Abstract

The startup and steady shear flow properties of an entangled, monodisperse linear polyethylene liquid (C1000H2002) were investigated via virtual experimentation using nonequilibrium molecular dynamics. The simulation results for transient and steady-state rheological functions were directly compared with several variations of the tube model. These comparisons demonstrated that in the linear viscoelastic regime where the shear rate was lower than the reciprocal disengagement time of the liquid (i.e., γ̇ < τd–1) all the models examined were reasonably capable of predicting shear flow behavior of both shear and normal stresses under both steady-state and startup conditions. Within the shear rate range τd–1 < γ̇ < τe–1 (where τe is the entanglement time of the liquid), all models performed poorly under both steady-state and startup conditions due to inaccurate evolution equations for the tube orientation tensor and the tube stretch.
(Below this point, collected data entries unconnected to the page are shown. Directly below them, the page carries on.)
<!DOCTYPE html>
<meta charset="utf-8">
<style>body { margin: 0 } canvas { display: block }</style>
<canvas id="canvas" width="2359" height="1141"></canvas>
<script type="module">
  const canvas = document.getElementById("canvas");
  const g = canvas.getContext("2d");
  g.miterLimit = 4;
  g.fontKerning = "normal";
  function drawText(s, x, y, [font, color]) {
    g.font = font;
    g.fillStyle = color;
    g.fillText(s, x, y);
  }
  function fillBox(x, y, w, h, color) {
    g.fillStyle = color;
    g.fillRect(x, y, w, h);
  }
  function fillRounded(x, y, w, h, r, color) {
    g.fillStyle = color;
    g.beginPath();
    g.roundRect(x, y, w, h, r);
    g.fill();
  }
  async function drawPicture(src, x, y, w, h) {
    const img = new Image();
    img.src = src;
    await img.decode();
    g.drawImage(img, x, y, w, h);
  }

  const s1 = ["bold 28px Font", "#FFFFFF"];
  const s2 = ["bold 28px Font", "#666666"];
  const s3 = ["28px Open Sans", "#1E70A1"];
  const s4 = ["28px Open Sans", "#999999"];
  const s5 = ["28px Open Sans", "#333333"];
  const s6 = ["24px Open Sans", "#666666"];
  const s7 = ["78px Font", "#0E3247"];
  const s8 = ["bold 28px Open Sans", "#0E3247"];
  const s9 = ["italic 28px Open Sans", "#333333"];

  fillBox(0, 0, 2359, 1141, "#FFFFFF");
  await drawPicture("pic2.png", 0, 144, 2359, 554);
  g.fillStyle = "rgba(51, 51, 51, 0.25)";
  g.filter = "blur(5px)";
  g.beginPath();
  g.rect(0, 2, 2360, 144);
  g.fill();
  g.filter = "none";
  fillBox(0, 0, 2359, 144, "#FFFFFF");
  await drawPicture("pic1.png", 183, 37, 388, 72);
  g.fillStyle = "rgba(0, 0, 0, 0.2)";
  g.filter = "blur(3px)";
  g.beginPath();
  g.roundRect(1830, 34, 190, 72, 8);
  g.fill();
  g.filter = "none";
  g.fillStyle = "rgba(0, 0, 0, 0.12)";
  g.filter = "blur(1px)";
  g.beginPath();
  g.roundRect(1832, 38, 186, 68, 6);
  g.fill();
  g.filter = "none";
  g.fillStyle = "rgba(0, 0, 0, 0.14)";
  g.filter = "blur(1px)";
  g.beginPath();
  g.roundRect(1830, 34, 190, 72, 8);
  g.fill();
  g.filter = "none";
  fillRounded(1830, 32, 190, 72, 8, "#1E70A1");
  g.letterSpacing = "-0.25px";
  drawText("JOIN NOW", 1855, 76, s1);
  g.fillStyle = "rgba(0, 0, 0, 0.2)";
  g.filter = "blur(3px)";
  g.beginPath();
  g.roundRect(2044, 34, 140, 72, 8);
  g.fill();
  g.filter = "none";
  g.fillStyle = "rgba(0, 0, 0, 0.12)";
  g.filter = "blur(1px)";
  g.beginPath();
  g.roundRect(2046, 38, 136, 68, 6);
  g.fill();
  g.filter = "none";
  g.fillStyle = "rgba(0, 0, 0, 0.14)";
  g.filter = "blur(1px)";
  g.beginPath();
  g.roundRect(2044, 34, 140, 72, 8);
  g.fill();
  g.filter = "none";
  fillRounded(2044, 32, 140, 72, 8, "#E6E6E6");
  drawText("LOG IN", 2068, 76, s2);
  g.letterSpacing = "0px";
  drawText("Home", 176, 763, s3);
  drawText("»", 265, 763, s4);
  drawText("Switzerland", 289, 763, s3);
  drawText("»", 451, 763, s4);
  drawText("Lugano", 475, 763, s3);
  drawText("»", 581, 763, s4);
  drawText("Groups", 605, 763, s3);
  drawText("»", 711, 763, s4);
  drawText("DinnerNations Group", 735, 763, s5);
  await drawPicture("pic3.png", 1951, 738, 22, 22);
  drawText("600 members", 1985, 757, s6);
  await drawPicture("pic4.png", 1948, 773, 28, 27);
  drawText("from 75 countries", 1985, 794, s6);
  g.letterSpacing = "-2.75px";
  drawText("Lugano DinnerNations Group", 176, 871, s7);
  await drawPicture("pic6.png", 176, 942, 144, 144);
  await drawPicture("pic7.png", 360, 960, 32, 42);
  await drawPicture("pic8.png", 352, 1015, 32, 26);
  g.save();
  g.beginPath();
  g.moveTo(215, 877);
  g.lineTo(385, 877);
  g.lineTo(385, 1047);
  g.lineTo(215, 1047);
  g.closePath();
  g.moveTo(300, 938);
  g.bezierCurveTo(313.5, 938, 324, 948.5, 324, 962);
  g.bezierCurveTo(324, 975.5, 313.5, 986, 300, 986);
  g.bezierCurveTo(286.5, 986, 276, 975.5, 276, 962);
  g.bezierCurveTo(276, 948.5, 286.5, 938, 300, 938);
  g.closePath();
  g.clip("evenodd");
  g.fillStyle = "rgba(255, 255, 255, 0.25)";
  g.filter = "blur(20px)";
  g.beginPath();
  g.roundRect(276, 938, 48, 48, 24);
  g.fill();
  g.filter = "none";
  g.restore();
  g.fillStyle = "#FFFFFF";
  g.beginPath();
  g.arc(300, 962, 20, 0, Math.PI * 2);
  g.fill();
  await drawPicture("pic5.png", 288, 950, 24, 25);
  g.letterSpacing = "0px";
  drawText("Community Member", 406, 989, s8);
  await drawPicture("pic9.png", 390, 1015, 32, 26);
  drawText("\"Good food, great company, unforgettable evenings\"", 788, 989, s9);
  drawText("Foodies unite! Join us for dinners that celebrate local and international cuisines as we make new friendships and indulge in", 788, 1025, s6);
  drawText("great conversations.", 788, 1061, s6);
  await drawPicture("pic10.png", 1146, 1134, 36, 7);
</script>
The neglect of entanglement dynamics leading to individual molecular tumbling dynamics in the models appeared to be the primary source of error. At high shear rates (γ̇ > τe–1), the entanglement dynamics influenced the stress significantly, and all model predictions for shear and normal stresses diverged from the simulated values. A simple modification to the stress expression was proposed to incorporate the entanglement dynamics, which resulted in good quantitative agreement of predicted steady-state and startup shear and normal stresses of NEMD-guided model predictions with the simulated data. Additional results demonstrated that the overshoot and undershoot in the shear viscosity under startup of shear flow were correlated to tube orientation and chain tumbling dynamics, respectively. The dynamics of the tube stretch variable and normal stress differences were directly correlated to the behavior of the energetic potential between atomic interaction sites, which exhibited clear signs of tumbling dynamics of individual molecules for γ̇ well below τR–1.